MARINE CORPS AIR STATION IWAKUNI, Japan -- Combat Logistics Company 36 bumped Marine Aviation Logistics Squadron 12 25-20 to take first place in the Commander’s Cup Volleyball Single Elimination Challenge at the IronWorks Gym sports courts here Jan. 21.
CLC-36 took second place overall in last year’s Commander’s Cup, but it has captured an early first place lead with 30 points for the cup’s first event.
“(Second place) was good,” said CLC-36’s 1st Sgt. Michael Pritchard. “We’re one of the smallest units on base and we go on a lot of deployments. So we’re not always here for the Commander’s Cup events.”
“You can’t complain with a second place,” he added.
In the first round of the volleyball challenge, CLC-36 crushed Marine Aircraft Group 12.
CLC’s second round was not nearly so easy.
Operations fought fiercely, forcing CLC to earn the “W” 29-27.
Meanwhile, MALS-12 barely scraped by the Branch Health Clinic in round one.
By round two against Headquarters and Headquarters Squadron, the MALS-12 players had tightened their game up and spiked past Headquarters and Headquarters Squadron to setup the final bout.
“We just needed to relax, take time and realize what we needed to do,” said Staff Sgt. Matthew Lowry, MALS-12 player and 15-year volleyball veteran.
In the final round, the MALS-12 players were much more fluid as a team. They set the ball more effectively and took an early 4-0 lead.
CLC pushed back, but MALS-12 continued to maintain a 3-point lead until about 12 points.
The key for CLC-36 came in the adjustments.
Initially Lowry was catching CLC’s players off guard with his devastating spikes.
The slinky effect of the score was caused by the positioning of MALS-12’s players.
Subtle shifting of CLC’s players allowed them to more effectively handle Lowry’s spikes.
By the time MALS-12 had 14 points, CLC had gone on a tear.

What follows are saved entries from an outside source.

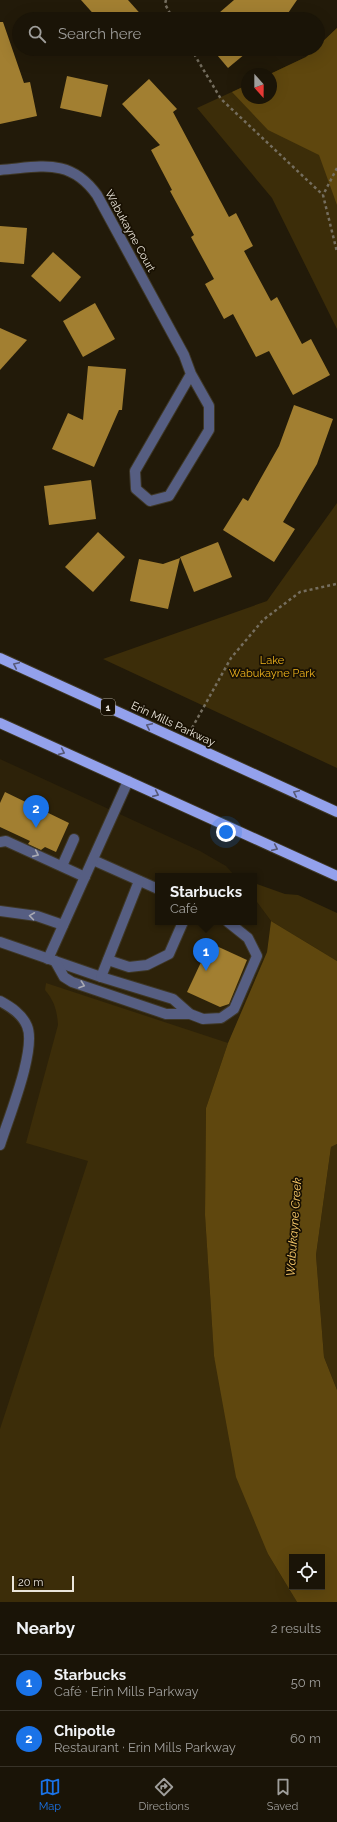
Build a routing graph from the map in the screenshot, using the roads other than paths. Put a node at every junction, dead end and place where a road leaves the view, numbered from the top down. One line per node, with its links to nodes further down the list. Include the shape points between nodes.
1 (0, 170): 2 (street, Wabukayne Court, via 51,166 65,168 89,183 184,355)
2 (191, 374): 2 (street, Wabukayne Court, via 135,471 136,489 150,501 169,496 209,430 209,406)
3 (0, 658): 6 (main road, Erin Mills Parkway / 1, one-way to 3)
4 (0, 723): 5 (main road, one-way to 5)
5 (128, 781): 9 (street); 12 (main road, one-way to 12)
6 (337, 812)
7 (74, 839): 10 (street)
8 (0, 842): 10 (street, one-way to 10, via 6,841)
9 (93, 860): 11 (street); 13 (street)
10 (62, 866): 11 (street)
11 (85, 876): 16 (street)
12 (337, 876)
13 (139, 881): 14 (street); 21 (street)
14 (155, 888)
15 (0, 911): 16 (street, one-way to 15, via 37,916)
16 (63, 925): 20 (street)
17 (182, 925): 21 (street, via 169,954 147,965 129,968)
18 (232, 925): 24 (street, via 248,938 257,956 234,1009 221,1018 203,1019)
19 (0, 942): 20 (street)
20 (51, 960): 22 (street); 24 (street, one-way to 24, via 64,977 72,982 166,1014)
21 (108, 960): 22 (street)
22 (101, 977): 24 (street, via 173,999)
23 (0, 1001): 25 (street, via 16,1011 27,1026 30,1040 27,1058)
24 (190, 1014)
25 (0, 1145)

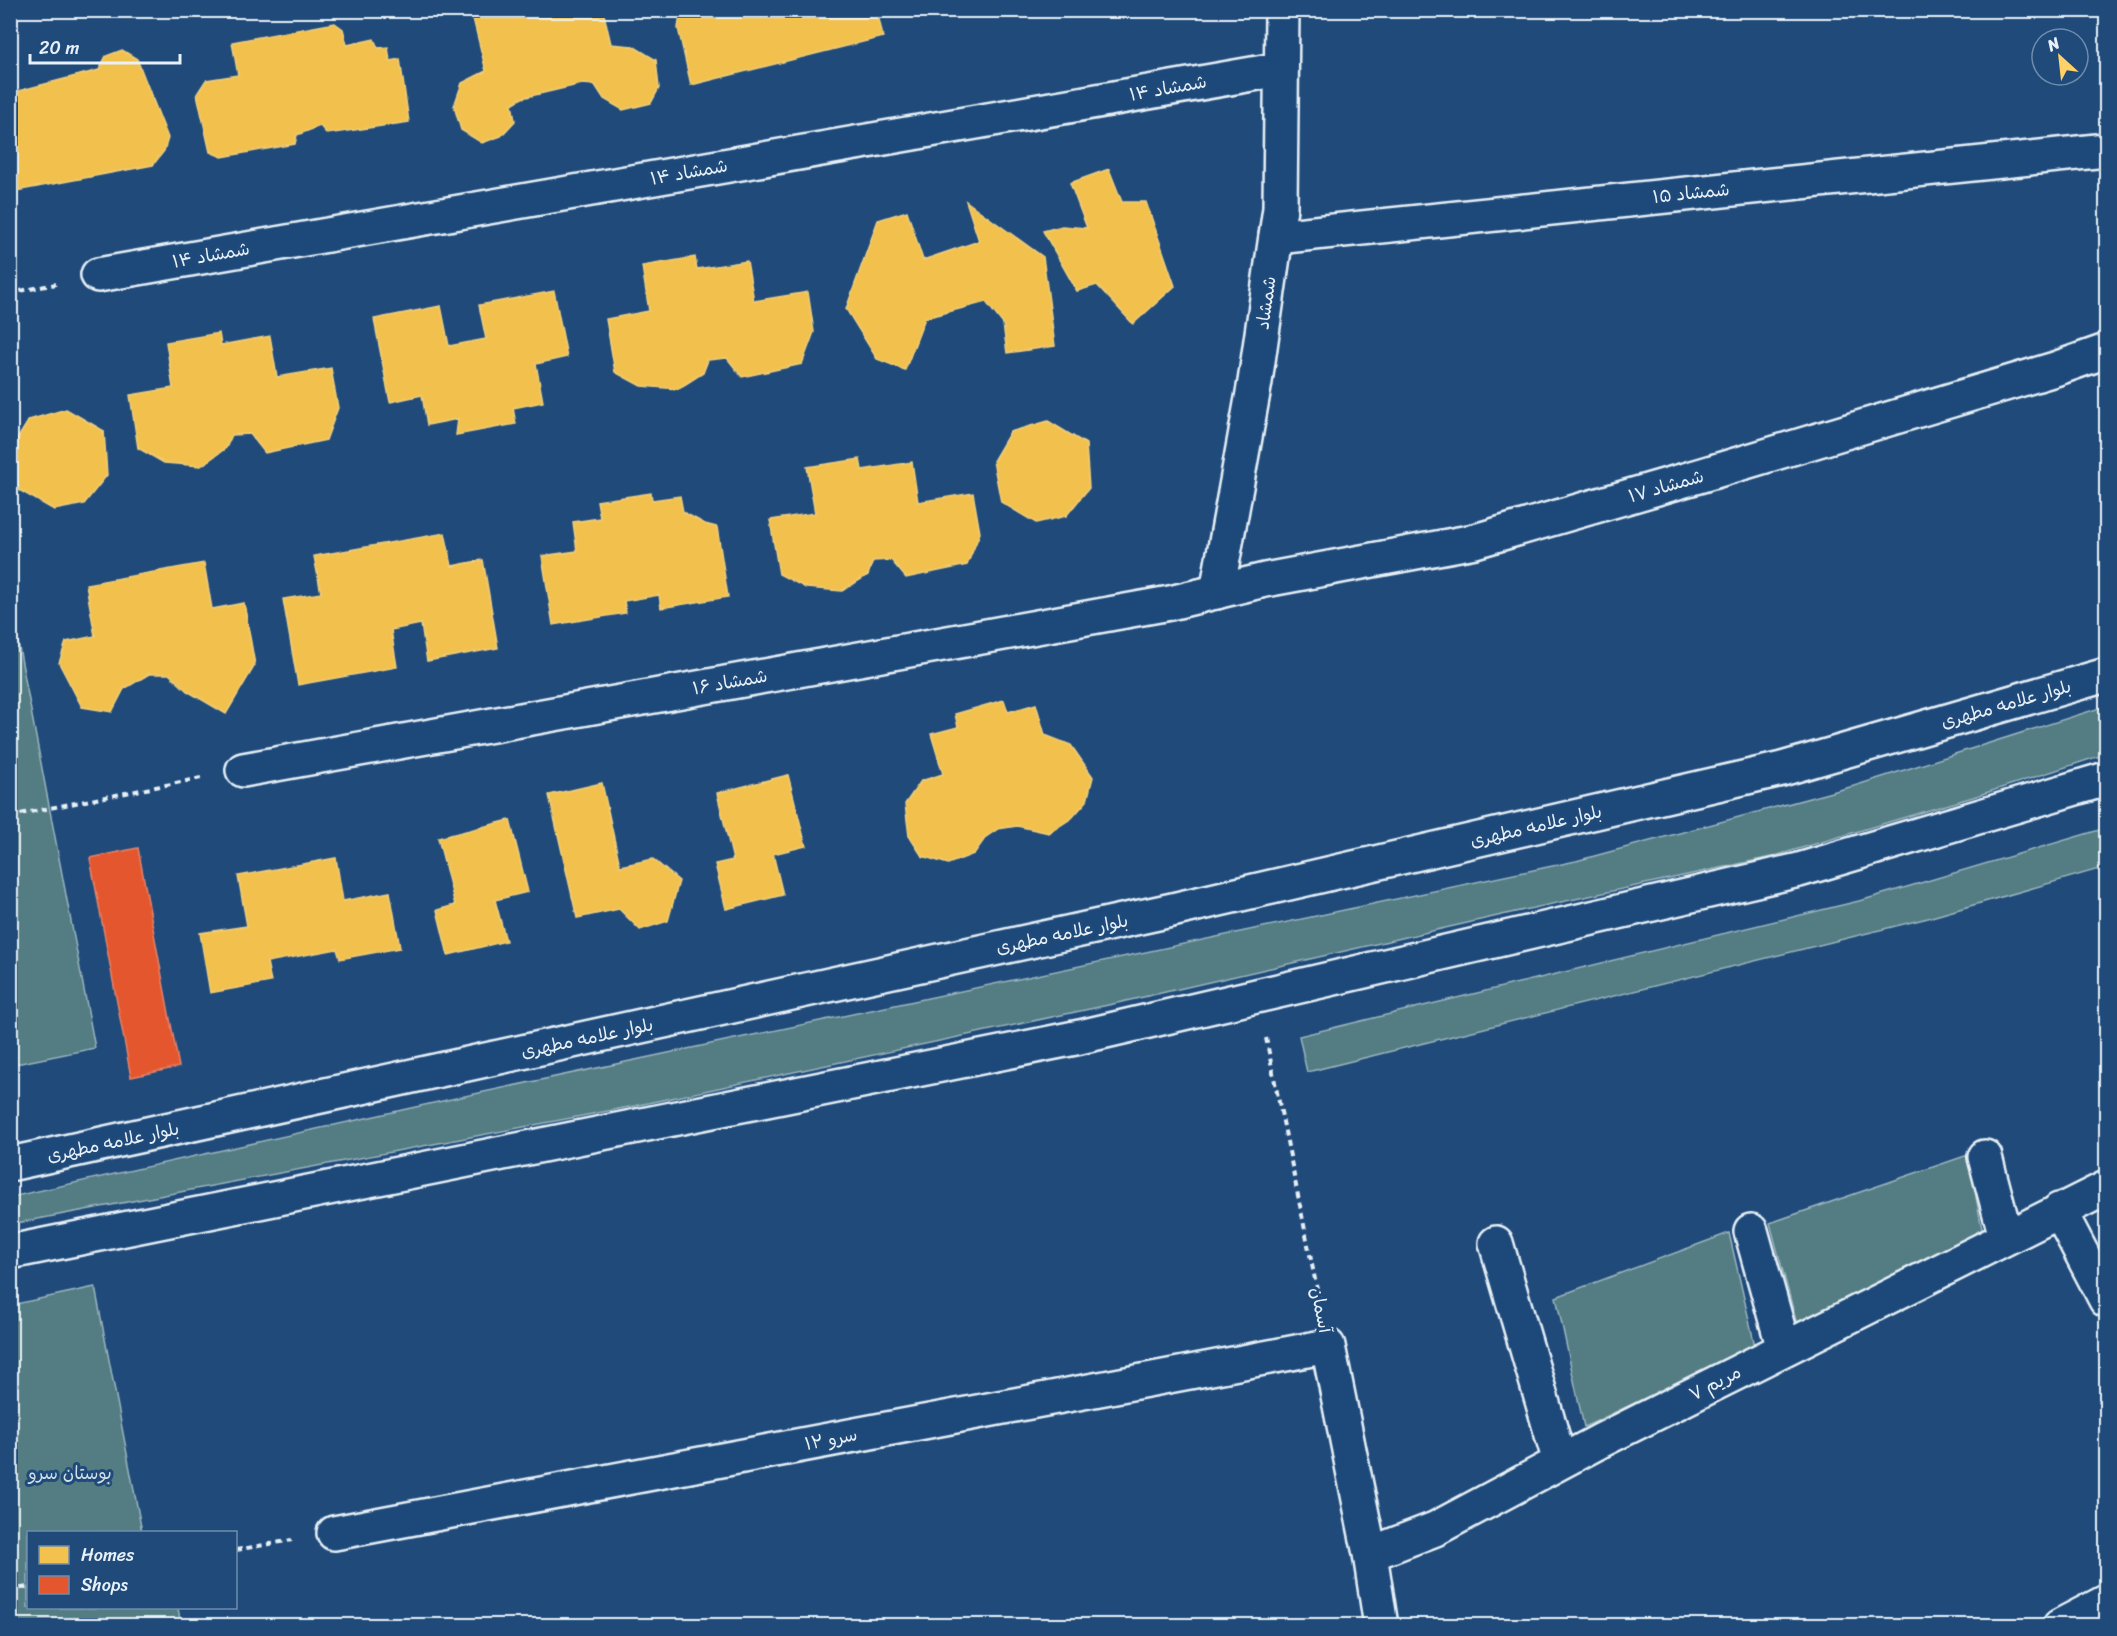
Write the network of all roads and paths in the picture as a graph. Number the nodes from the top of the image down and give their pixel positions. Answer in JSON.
{"nodes":[{"id":1,"x":1282,"y":10,"type":"edge"},
{"id":2,"x":1281,"y":69,"type":"junction"},
{"id":3,"x":2106,"y":150,"type":"edge"},
{"id":4,"x":1276,"y":237,"type":"junction"},
{"id":5,"x":98,"y":275,"type":"dead end"},
{"id":6,"x":2106,"y":351,"type":"edge"},
{"id":7,"x":1217,"y":592,"type":"junction"},
{"id":8,"x":2106,"y":675,"type":"edge"},
{"id":9,"x":243,"y":770,"type":"joint"},
{"id":10,"x":2106,"y":779,"type":"edge"},
{"id":11,"x":10,"y":816,"type":"edge"},
{"id":12,"x":1258,"y":996,"type":"junction"},
{"id":13,"x":1985,"y":1157,"type":"dead end"},
{"id":14,"x":10,"y":1164,"type":"edge"},
{"id":15,"x":2106,"y":1188,"type":"edge"},
{"id":16,"x":2059,"y":1210,"type":"junction"},
{"id":17,"x":1751,"y":1231,"type":"dead end"},
{"id":18,"x":2006,"y":1237,"type":"junction"},
{"id":19,"x":1496,"y":1243,"type":"dead end"},
{"id":20,"x":10,"y":1252,"type":"edge"},
{"id":21,"x":2106,"y":1300,"type":"edge"},
{"id":22,"x":1328,"y":1346,"type":"junction"},
{"id":23,"x":1785,"y":1349,"type":"junction"},
{"id":24,"x":1560,"y":1462,"type":"junction"},
{"id":25,"x":334,"y":1533,"type":"joint"},
{"id":26,"x":237,"y":1550,"type":"edge"},
{"id":27,"x":1370,"y":1554,"type":"junction"},
{"id":28,"x":27,"y":1587,"type":"edge"},
{"id":29,"x":10,"y":1590,"type":"edge"},
{"id":30,"x":2106,"y":1602,"type":"edge"},
{"id":31,"x":1381,"y":1626,"type":"edge"},
{"id":32,"x":2060,"y":1626,"type":"edge"}],
"edges":[{"from":1,"to":2,"type":"street","name":"شمشاد"},
{"from":2,"to":4,"type":"street","name":"شمشاد"},
{"from":2,"to":5,"type":"street","name":"شمشاد ۱۴"},
{"from":3,"to":4,"type":"street","name":"شمشاد ۱۵"},
{"from":4,"to":7,"type":"street","name":"شمشاد"},
{"from":6,"to":7,"type":"street","name":"شمشاد ۱۷"},
{"from":7,"to":9,"type":"street","name":"شمشاد ۱۶"},
{"from":8,"to":14,"type":"street","name":"بلوار علامه مطهری"},
{"from":9,"to":11,"type":"path"},
{"from":10,"to":12,"type":"street"},
{"from":12,"to":20,"type":"street"},
{"from":12,"to":22,"type":"path","name":"آسمان"},
{"from":13,"to":18,"type":"street"},
{"from":15,"to":16,"type":"street","name":"مریم ۷"},
{"from":16,"to":18,"type":"street","name":"مریم ۷"},
{"from":16,"to":21,"type":"street"},
{"from":17,"to":23,"type":"street"},
{"from":18,"to":23,"type":"street","name":"مریم ۷"},
{"from":19,"to":24,"type":"street"},
{"from":22,"to":25,"type":"street","name":"سرو ۱۲"},
{"from":22,"to":27,"type":"street","name":"آسمان"},
{"from":23,"to":24,"type":"street","name":"مریم ۷"},
{"from":24,"to":27,"type":"street","name":"مریم ۷"},
{"from":25,"to":26,"type":"path"},
{"from":27,"to":31,"type":"street","name":"آسمان"},
{"from":28,"to":29,"type":"path"},
{"from":30,"to":32,"type":"street"}]}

CLC closed the gap and tied the game at 14-14, prompting MALS-12 to take a timeout.
At this point, the primarily CLC-36 crowd was roaring and on its feet. With nearly 40 people chanting for CLC-36, the momentum had swung definitively in CLC’s favor.
“The crowds really what kinda helped make the game,” said Lowry. “When you can’t hear your own teammates you gotta do what you gotta do.”
The MALS-12 players did their best to operate effectively despite the howling crowd, but in the end they were unable to ever retake the lead.
Near the end, CLC had positioned Michael Salinas to combat the spiking Lowry.
To hear Salinas describe it made the job sound easy.
“They just told me to go ahead and block his shots and that’s what I did,” said Salinas.
Salinas knocked three of Lowry’s spikes right back onto the MALS-12 side for points.
Each time the crowd erupted like Vesuvius.
Both Pritchard and Salinas said the unit is highly supportive of its sports teams and this, this was no different.
At 24-20, “This is game point,” echoed through the gym burying, forcing all other sound out.
MALS-12 would not score again: the crowd had seized the moment with the voracity of a lion on a wounded gazelle.
CLC-36 wrapped it up 25-20 and, as expected, the crowd flooded the court to congratulate the team.
Last year’s overall winner, Marine Wing Support Squadron 171, was knocked out of the volleyball challenge early by Headquarters and Headquarters Squadron, which took third place.
The next Commander’s Cup event, the Endurance “Mystery” Challenge, is scheduled for Feb. 18.
Teams of four with at least one female will compete in an indoor endurance challenge.